Saved entries
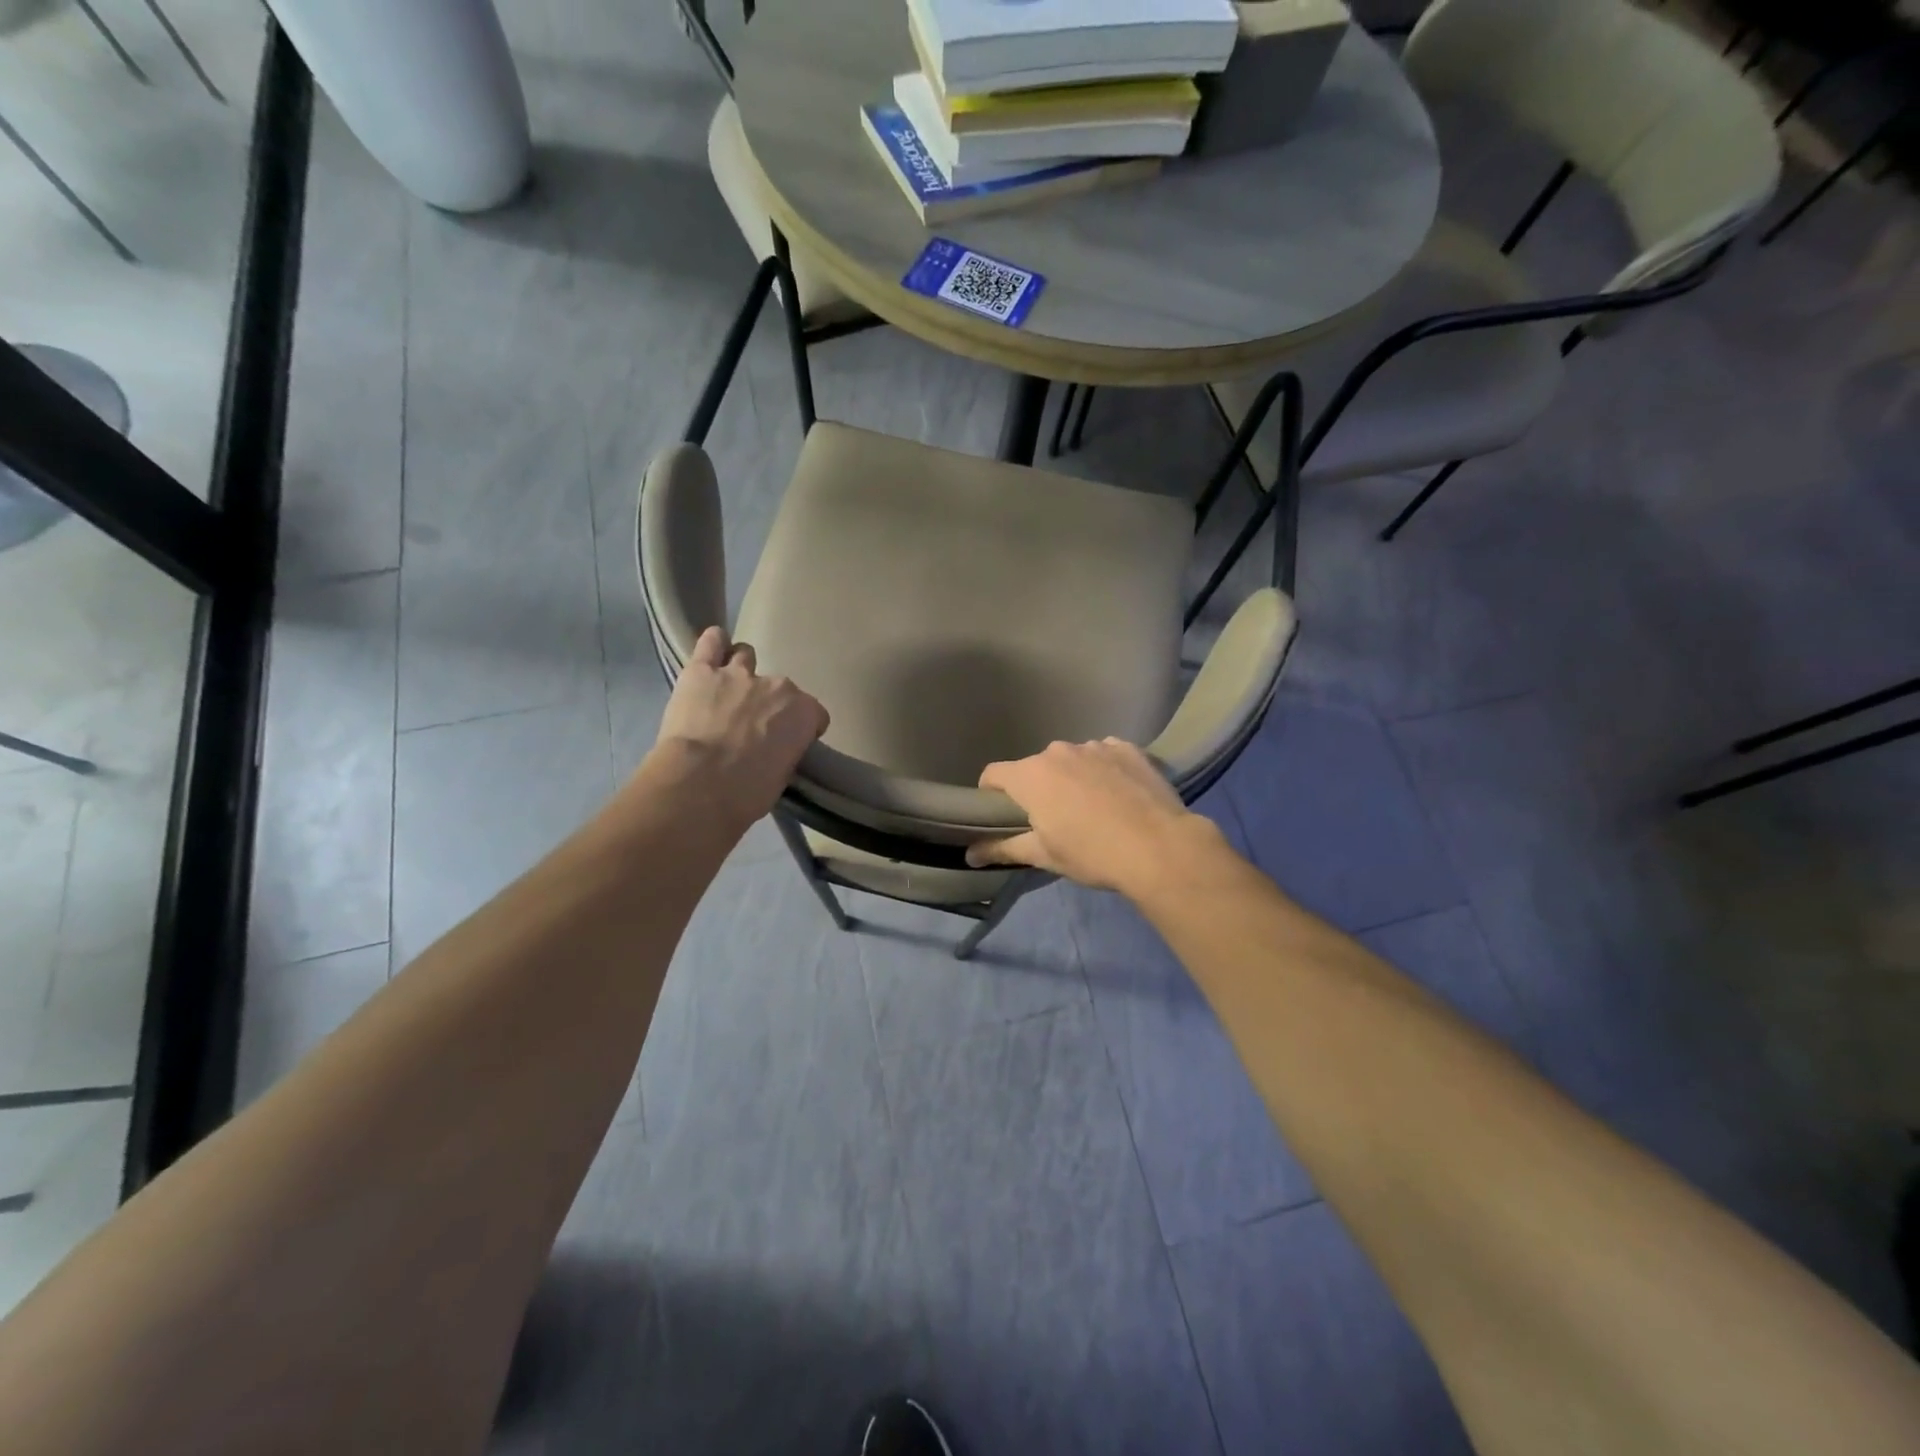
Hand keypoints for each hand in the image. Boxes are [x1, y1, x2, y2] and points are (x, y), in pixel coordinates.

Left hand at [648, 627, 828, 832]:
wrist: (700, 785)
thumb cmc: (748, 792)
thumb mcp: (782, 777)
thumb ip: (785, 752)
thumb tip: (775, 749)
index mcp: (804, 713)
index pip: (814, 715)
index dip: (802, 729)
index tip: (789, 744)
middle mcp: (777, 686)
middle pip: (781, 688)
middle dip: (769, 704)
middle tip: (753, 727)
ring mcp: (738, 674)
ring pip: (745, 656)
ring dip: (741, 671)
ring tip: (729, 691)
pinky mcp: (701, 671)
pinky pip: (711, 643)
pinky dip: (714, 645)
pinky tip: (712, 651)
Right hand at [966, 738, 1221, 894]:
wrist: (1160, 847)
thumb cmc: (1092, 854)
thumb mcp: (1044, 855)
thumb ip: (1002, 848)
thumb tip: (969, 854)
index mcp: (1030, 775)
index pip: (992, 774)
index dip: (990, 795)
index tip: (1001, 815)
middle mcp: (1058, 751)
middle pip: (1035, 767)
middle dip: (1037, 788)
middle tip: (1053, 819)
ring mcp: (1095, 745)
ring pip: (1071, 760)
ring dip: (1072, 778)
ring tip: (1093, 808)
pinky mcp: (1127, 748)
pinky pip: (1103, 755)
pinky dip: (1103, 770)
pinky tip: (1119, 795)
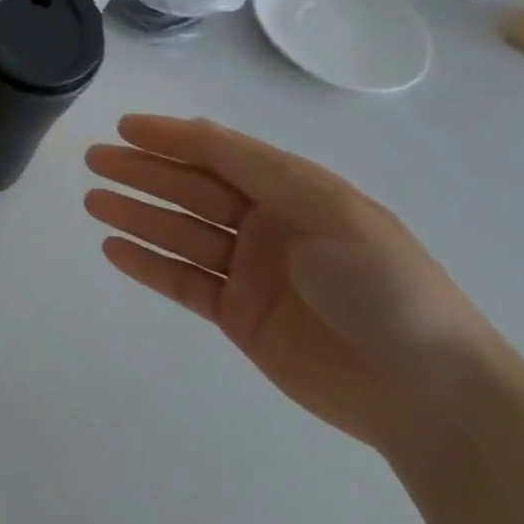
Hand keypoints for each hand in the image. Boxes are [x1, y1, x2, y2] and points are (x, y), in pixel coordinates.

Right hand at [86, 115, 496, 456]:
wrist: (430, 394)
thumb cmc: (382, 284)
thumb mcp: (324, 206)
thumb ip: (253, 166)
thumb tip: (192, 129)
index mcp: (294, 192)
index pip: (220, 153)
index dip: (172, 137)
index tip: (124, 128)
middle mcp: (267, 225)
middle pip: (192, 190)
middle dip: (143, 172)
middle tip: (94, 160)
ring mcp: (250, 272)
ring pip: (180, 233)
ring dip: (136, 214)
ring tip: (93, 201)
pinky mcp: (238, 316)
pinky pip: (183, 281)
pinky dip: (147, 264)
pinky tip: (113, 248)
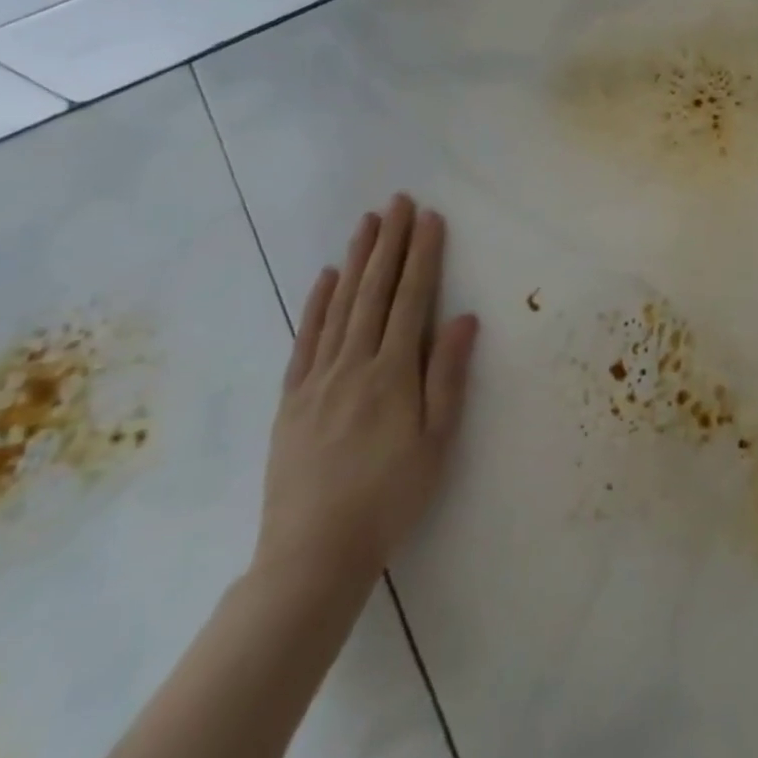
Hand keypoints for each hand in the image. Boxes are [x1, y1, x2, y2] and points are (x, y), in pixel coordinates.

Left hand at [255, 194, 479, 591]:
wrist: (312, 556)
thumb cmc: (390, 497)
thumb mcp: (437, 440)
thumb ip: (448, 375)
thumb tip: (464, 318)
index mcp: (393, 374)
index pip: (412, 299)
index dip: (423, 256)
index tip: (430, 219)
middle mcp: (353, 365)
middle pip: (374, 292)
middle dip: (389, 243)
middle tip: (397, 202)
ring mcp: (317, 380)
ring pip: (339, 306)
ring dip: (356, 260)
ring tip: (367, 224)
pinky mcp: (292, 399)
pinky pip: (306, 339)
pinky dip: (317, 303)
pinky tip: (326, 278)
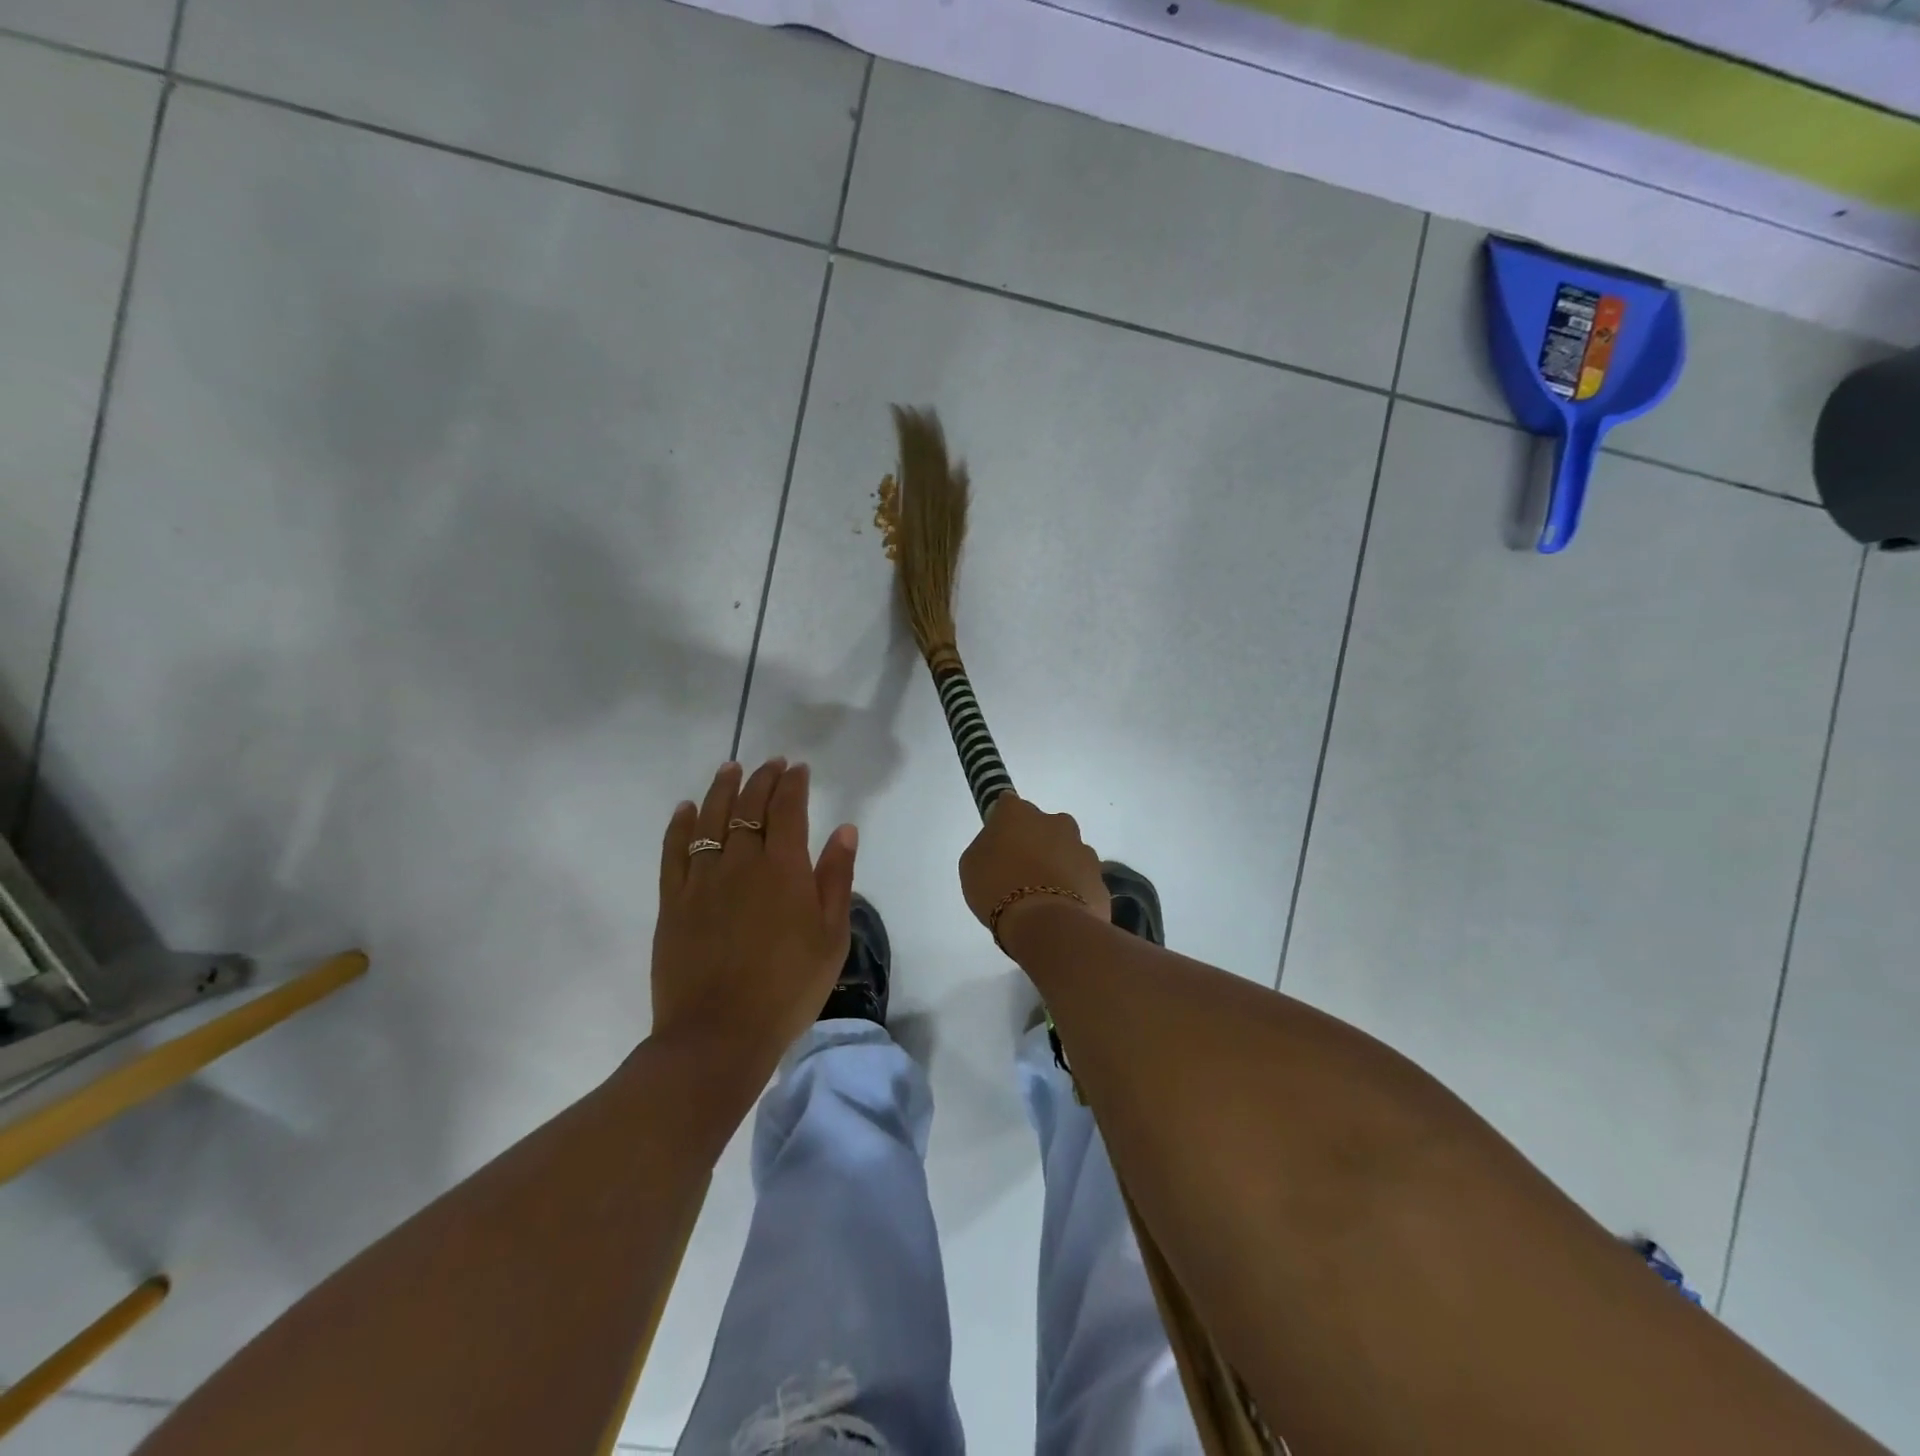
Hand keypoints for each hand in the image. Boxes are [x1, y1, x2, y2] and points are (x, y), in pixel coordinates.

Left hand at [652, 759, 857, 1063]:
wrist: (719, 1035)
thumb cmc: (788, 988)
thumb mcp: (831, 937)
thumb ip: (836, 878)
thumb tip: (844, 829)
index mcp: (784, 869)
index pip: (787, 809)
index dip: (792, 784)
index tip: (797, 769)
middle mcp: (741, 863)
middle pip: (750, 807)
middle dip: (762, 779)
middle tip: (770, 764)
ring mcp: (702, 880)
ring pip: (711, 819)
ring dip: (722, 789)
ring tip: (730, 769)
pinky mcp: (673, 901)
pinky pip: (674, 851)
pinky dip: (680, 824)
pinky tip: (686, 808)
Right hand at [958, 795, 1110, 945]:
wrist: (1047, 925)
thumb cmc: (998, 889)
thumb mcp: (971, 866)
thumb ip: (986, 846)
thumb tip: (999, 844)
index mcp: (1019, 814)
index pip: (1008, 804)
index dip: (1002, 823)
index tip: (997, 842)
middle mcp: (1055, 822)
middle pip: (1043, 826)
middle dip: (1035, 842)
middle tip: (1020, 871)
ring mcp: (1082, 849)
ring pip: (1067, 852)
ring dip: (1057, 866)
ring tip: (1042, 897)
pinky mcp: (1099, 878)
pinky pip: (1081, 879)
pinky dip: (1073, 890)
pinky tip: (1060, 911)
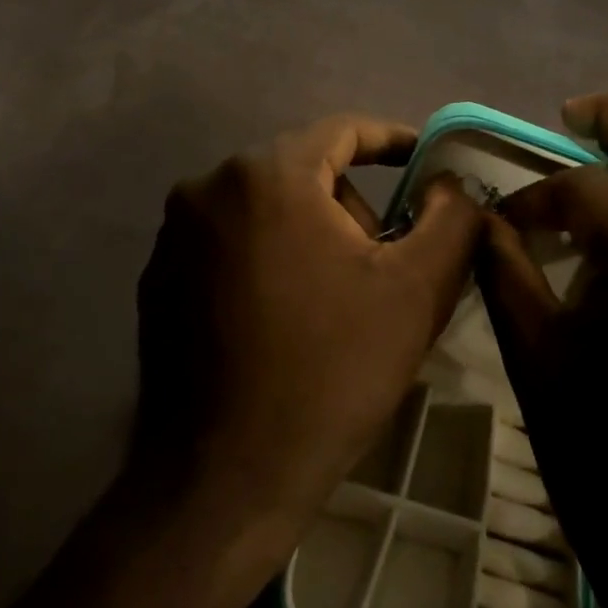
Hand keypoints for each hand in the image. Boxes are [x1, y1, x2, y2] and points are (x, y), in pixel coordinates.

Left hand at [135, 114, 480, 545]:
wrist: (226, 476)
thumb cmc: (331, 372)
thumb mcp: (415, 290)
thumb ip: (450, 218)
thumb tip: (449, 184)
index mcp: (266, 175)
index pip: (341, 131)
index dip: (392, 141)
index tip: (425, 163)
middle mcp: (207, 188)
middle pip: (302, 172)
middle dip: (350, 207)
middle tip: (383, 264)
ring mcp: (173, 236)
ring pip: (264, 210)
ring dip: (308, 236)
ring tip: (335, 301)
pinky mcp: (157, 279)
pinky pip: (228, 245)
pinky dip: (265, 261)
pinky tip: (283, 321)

How to complete this task:
Here the job is to print all the data exactly, skipping any image.

Written solution:
Hand keypoints for each hand in the image. Boxes are [x1, y1, x2, y2] and points are (x, y), in pixel coordinates.

Left hand at [648, 627, 828, 832]:
wrist: (700, 785)
thumb cmc: (748, 792)
thumb mcp: (782, 777)
thumb ip: (785, 752)
thumb tip: (775, 749)
index mcp: (804, 713)
index pip: (814, 715)
index dip: (802, 729)
index tip: (789, 744)
middle mcp: (777, 686)
middle pip: (781, 688)
middle dip: (769, 704)
middle tip: (753, 727)
ring mcp: (738, 674)
ring pip: (745, 656)
ring dip: (741, 671)
ring tip: (729, 691)
pinky mcp: (701, 671)
pinky pip: (711, 643)
pinky dip: (714, 645)
pinky tip: (712, 651)
Right hand at [966, 738, 1221, 894]:
wrist: (1160, 847)
thumb cmc: (1092, 854)
thumb mcp: (1044, 855)
thumb ip: (1002, 848)
thumb tip: (969, 854)
index mcp: (1030, 775)
index pip: (992, 774)
index dip: (990, 795)
index tip: (1001, 815)
middle mcp: (1058, 751)
middle pip: (1035, 767)
middle dip: (1037, 788)
middle tip: (1053, 819)
ring mcp: (1095, 745)
ring pip: (1071, 760)
ring dip: (1072, 778)
ring tip: (1093, 808)
pinky mcp: (1127, 748)
pinky pip: (1103, 755)
pinky dip: (1103, 770)
pinky tip: (1119, 795)
Hand keypoints for each hand in the image. Boxes are [x1, y1, x2, y2] and points are (x, y), in pixel coordinates.

Right hand at [86, 115, 496, 456]:
wrist: (430, 394)
thumb cmc: (382, 284)
thumb mcp: (324, 206)
thumb ip: (253, 166)
thumb tip: (192, 129)
index mcp: (294, 192)
index pip: (220, 153)
index dip: (172, 137)
index tip: (124, 128)
middle mcp: (267, 225)
middle pip: (192, 190)
middle dip: (143, 172)
middle tip: (94, 160)
ring mcp: (250, 272)
ring pip: (180, 233)
ring dip: (136, 214)
ring tip: (93, 201)
pinky mcp: (238, 316)
pinky pip: (183, 281)
pinky dip: (147, 264)
pinky tip: (113, 248)
Hand keypoints for each hand in the image. Boxes are [x1, y1, x2, y2] and points are (x, y), in pixel coordinates.

Left hand at [255, 194, 479, 591]:
wrist: (312, 556)
thumb cmc: (390, 497)
thumb mcp: (437, 440)
thumb ip: (448, 375)
thumb tip: (464, 318)
index mcp: (393, 374)
index pip: (412, 299)
index dip: (423, 256)
index tip: (430, 219)
middle mcp: (353, 365)
middle pip: (374, 292)
middle dip: (389, 243)
middle tip: (397, 202)
ring mcp: (317, 380)
ring pip: (339, 306)
ring dip: (356, 260)
ring tip: (367, 224)
pinky mcp: (292, 399)
pinky pip: (306, 339)
pinky dip: (317, 303)
pinky tip: (326, 278)
Hand keypoints for each hand in the image. Boxes are [x1, y1, x2, y2] and points are (x, y), in pixel coordinates.

Left hand at [652, 759, 857, 1063]:
wrist: (719, 1035)
thumb cmc: (788, 988)
thumb mcp: (831, 937)
thumb ip: (836, 878)
thumb tip: (844, 829)
index mcp: (784, 869)
index pip: (787, 809)
index dip: (792, 784)
index tip: (797, 769)
middle mcp: (741, 863)
middle pip: (750, 807)
middle dip: (762, 779)
middle tip: (770, 764)
ring mcp: (702, 880)
ring pip: (711, 819)
ring dip: (722, 789)
ring tip: (730, 769)
pinky mcp: (673, 901)
pinky pip: (674, 851)
pinky dip: (680, 824)
pinky tip: (686, 808)
Right hand at [958, 795, 1110, 945]:
wrist: (1047, 925)
thumb cmc: (998, 889)
thumb mcp: (971, 866)
thumb ip: (986, 846)
thumb tip: (999, 844)
index mcp: (1019, 814)
index pip: (1008, 804)
index dip: (1002, 823)
index tip: (997, 842)
middle mcp: (1055, 822)
middle pip: (1043, 826)
middle dip: (1035, 842)
middle tip: (1020, 871)
ring mcp: (1082, 849)
ring pip: (1067, 852)
ring dip: (1057, 866)
ring tip: (1042, 897)
pinky mcp: (1099, 878)
pinky pip: (1081, 879)
pinky dip: (1073, 890)
pinky tip: (1060, 911)
Hand keypoints for each hand in the image. Boxes are [x1, y1, x2, y2] and points are (x, y), in pixel coordinates.

Left hand at [135, 114, 480, 545]:
wrist: (226, 476)
thumb cmc: (331, 372)
thumb mcp: (415, 290)
thumb ip: (450, 218)
thumb tip: (449, 184)
index mcp: (266, 175)
index pip: (341, 131)
index dip: (392, 141)
index tip: (425, 163)
middle mcp: (207, 188)
middle pip: (302, 172)
middle dip: (350, 207)
middle tip: (383, 264)
ring mcp: (173, 236)
ring pip: (264, 210)
ring dip: (308, 236)
ring tip: (335, 301)
pinky mcp: (157, 279)
pinky pip: (228, 245)
pinky dip: (265, 261)
pinky tip: (283, 321)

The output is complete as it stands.